Show all lines from the data that include the word "Number".

▶ _Study material_:
******

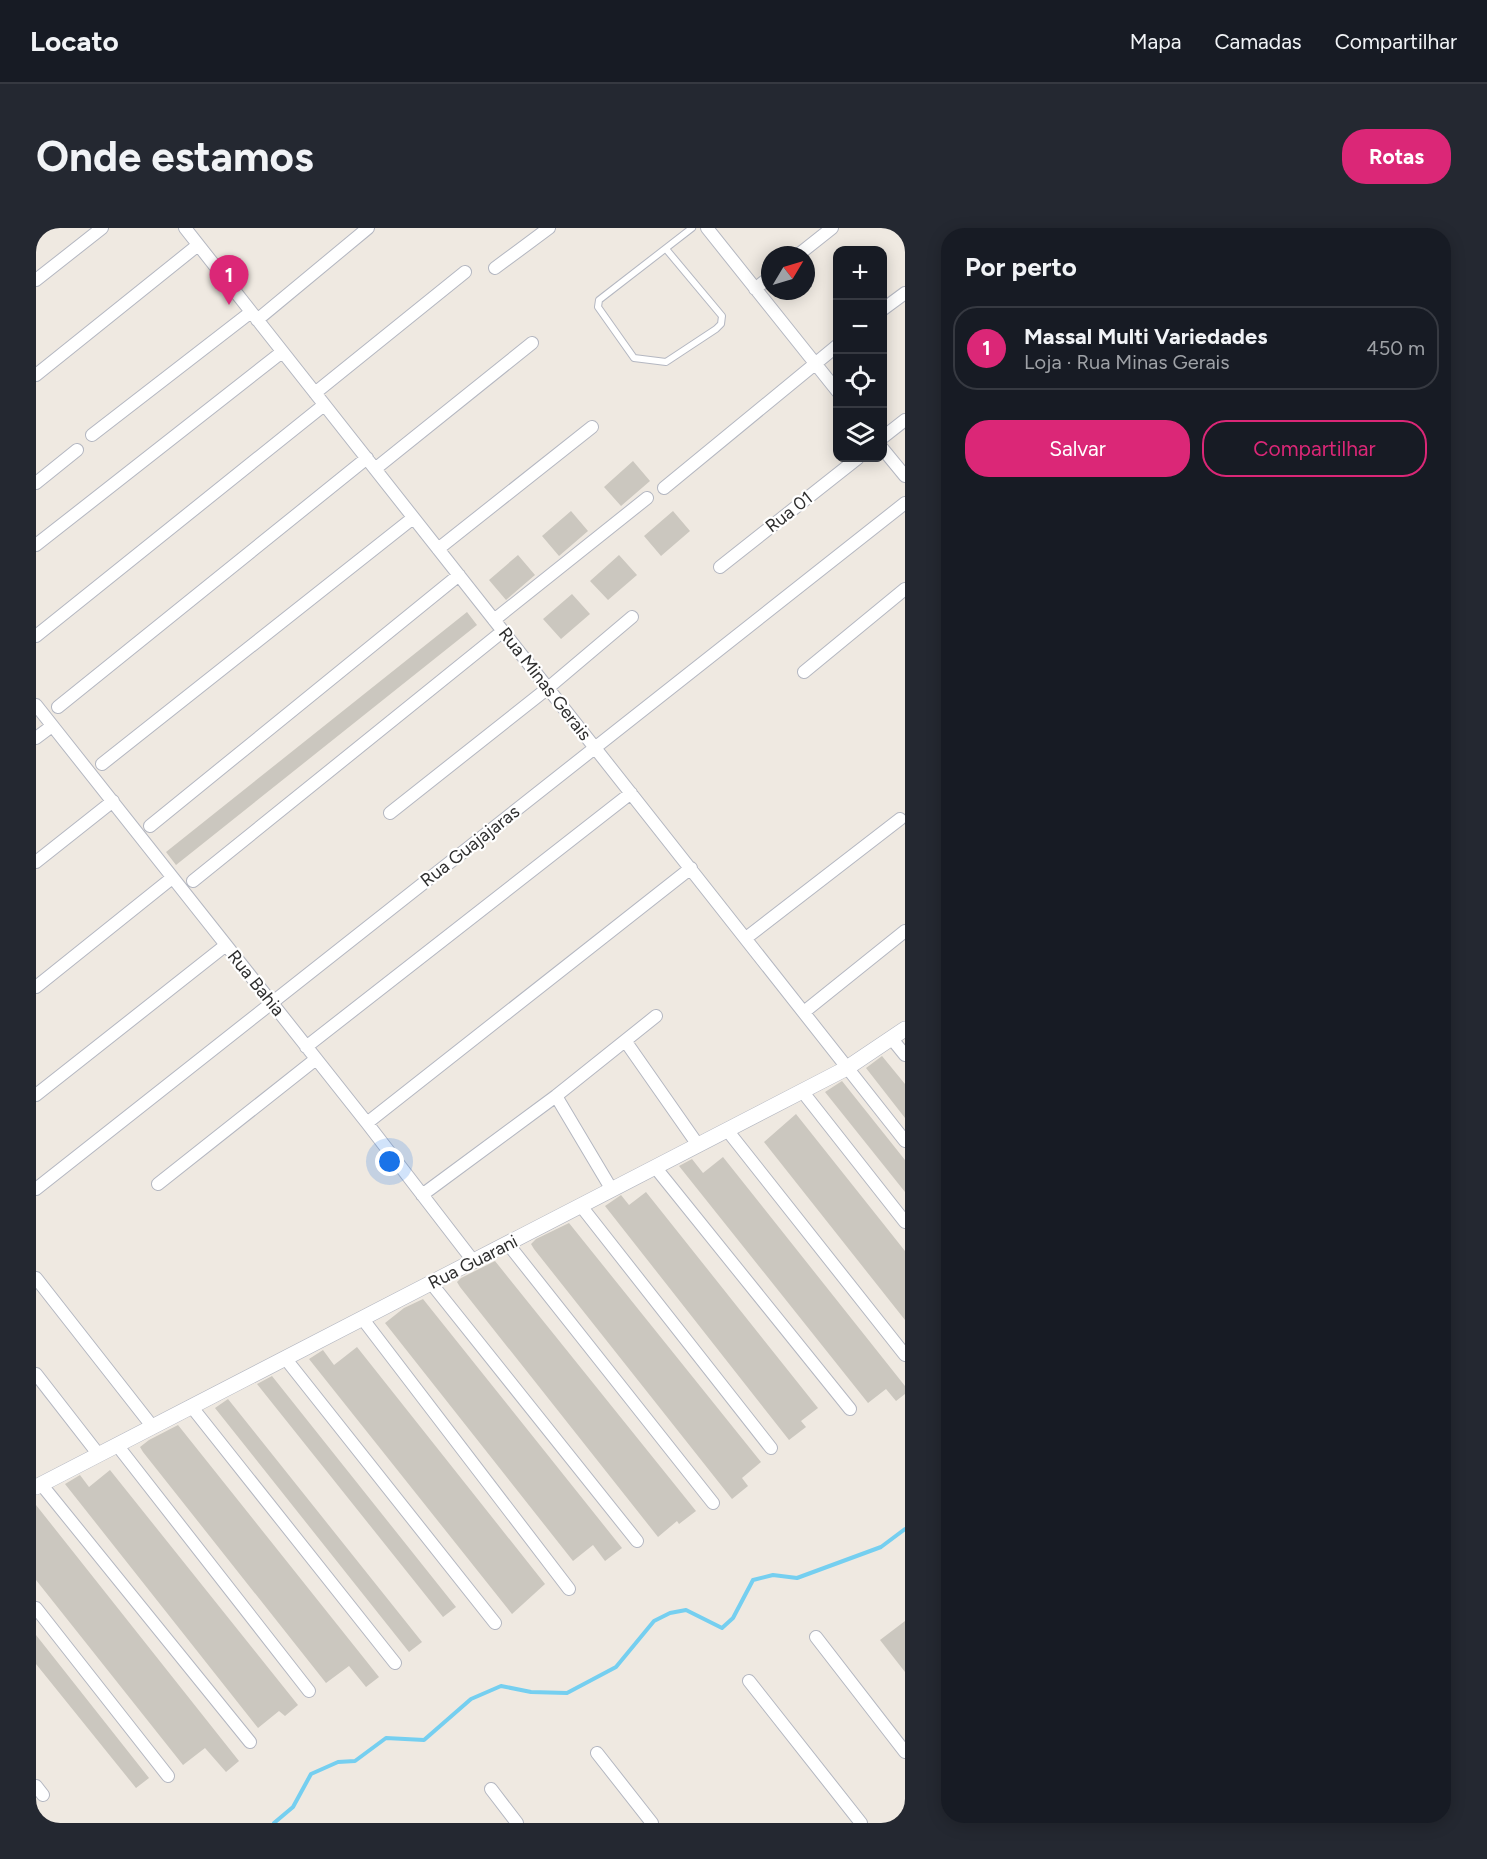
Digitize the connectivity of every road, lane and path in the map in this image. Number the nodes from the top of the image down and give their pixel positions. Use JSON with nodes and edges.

******

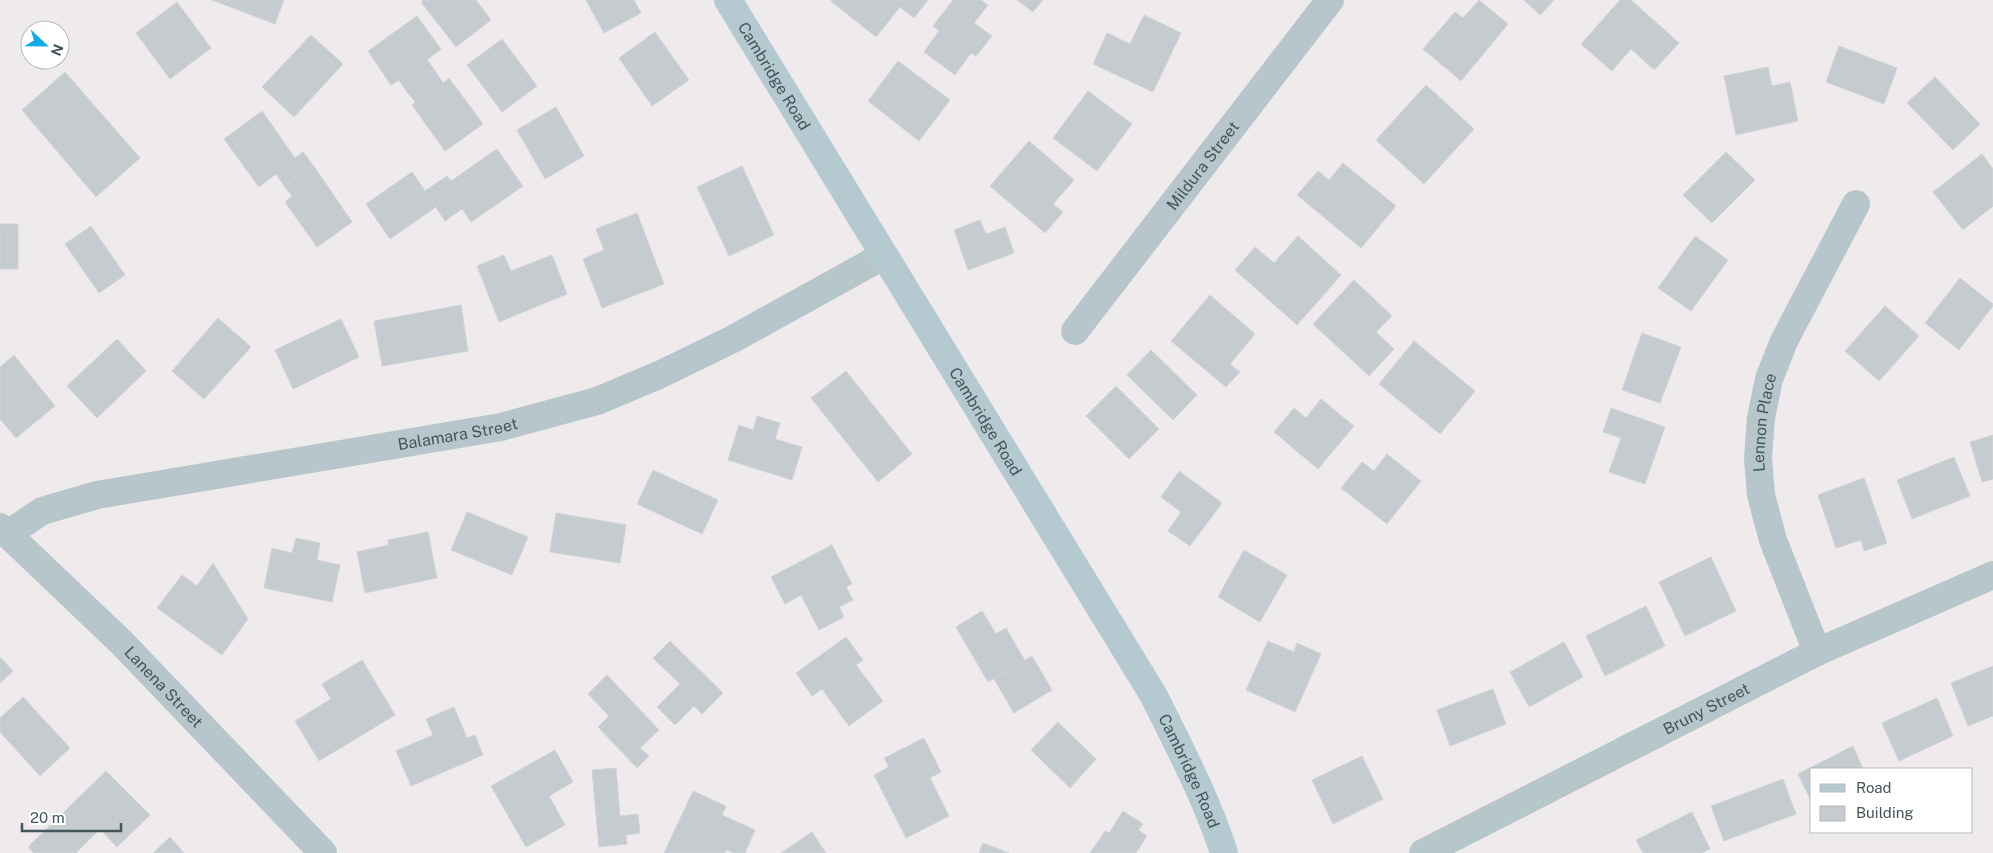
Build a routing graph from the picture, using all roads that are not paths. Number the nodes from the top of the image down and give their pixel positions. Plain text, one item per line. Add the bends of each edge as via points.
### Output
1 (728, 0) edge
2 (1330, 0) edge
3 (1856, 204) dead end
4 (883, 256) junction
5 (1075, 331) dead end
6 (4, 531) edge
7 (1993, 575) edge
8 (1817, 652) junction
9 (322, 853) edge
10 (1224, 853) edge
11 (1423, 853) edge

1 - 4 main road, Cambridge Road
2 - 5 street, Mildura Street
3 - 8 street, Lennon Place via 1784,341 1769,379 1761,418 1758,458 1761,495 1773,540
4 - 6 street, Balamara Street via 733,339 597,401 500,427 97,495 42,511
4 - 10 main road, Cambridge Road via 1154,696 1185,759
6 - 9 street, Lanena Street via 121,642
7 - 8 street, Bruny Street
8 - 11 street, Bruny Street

******

▶ _Written reply_:
Digitize the connectivity of every road, lane and path in the map in this image. Number the nodes from the top of the image down and give their pixel positions. Use JSON with nodes and edges.
Build a routing graph from the picture, using all roads that are not paths. Number the nodes from the top of the image down and give their pixel positions. Plain text, one item per line. Add the bends of each edge as via points.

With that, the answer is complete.